PRINTER FORMAT


Published Saturday, May 5, 2001

Keep whaling free of trade politics

Re International pressure can end Japanese whaling, Otherviews, April 5: Professor David Feldman's analysis of the U.S. position with Japan on whaling is entertaining but based on some misconceptions.

True, there is no sizable whaling industry in Japan, and the supply of whale meat in the Japanese market was reduced by the moratorium on commercial whaling. However, this lack of economic muscle is hardly a good reason for Japan to sacrifice what is left of this industry.

Japanese policy is driven by the principle that scientific evidence and objective facts should be the basis of deciding whether, and to what extent, particular resources can be utilized in a sustainable manner.

The scientific committee of the International Whaling Commission has never considered Bryde's, sperm and minke whales endangered.
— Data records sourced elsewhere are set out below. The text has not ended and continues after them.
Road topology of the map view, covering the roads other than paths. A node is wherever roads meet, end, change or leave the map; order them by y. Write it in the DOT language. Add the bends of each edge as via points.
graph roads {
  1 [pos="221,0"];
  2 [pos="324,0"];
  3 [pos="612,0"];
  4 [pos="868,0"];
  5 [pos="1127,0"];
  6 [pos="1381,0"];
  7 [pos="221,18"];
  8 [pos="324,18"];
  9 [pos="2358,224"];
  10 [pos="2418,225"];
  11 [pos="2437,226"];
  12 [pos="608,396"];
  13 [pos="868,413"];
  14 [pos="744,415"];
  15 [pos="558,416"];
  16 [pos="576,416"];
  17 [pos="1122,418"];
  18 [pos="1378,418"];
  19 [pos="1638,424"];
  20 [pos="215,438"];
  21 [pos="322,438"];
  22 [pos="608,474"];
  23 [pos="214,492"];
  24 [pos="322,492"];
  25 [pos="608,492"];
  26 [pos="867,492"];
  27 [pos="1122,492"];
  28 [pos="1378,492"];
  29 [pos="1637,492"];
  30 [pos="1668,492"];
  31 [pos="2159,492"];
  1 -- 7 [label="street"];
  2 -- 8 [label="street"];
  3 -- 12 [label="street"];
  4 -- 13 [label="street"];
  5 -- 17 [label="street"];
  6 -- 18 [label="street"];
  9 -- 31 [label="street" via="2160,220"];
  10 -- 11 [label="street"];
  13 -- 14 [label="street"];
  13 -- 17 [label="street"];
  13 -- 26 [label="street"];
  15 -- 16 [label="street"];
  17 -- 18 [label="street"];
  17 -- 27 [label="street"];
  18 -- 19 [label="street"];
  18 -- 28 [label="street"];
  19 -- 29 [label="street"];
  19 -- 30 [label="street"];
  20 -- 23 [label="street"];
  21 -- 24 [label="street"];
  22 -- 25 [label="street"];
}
As with many of the decisions and resolutions of the IWC, such as the establishment of whale sanctuaries, the zero-catch limit was set for political reasons, not economic or scientific reasons.

Similarly, most of the world's countries now support the sustainable utilization of whales.

More than half of the countries that attended the latest meetings of the Convention on International Trade in Endangered Species of Wild Fauna and Flora supported ``downlisting'' of the minke whale to the category allowing controlled international trade.

Feldman doubts whether the IWC can be ``reinvented'' to set, monitor and enforce catch limits for whales such as the abundant minke.

In fact, it could do just this if the United States and other nations would cooperate with countries such as Japan, Norway and Russia that want to undertake sustainable commercial whaling. Indeed, the chairman of the scientific committee resigned in protest in 1993 because the regulatory regime his committee had carefully and painstakingly drafted was blocked by the United States and others for political reasons.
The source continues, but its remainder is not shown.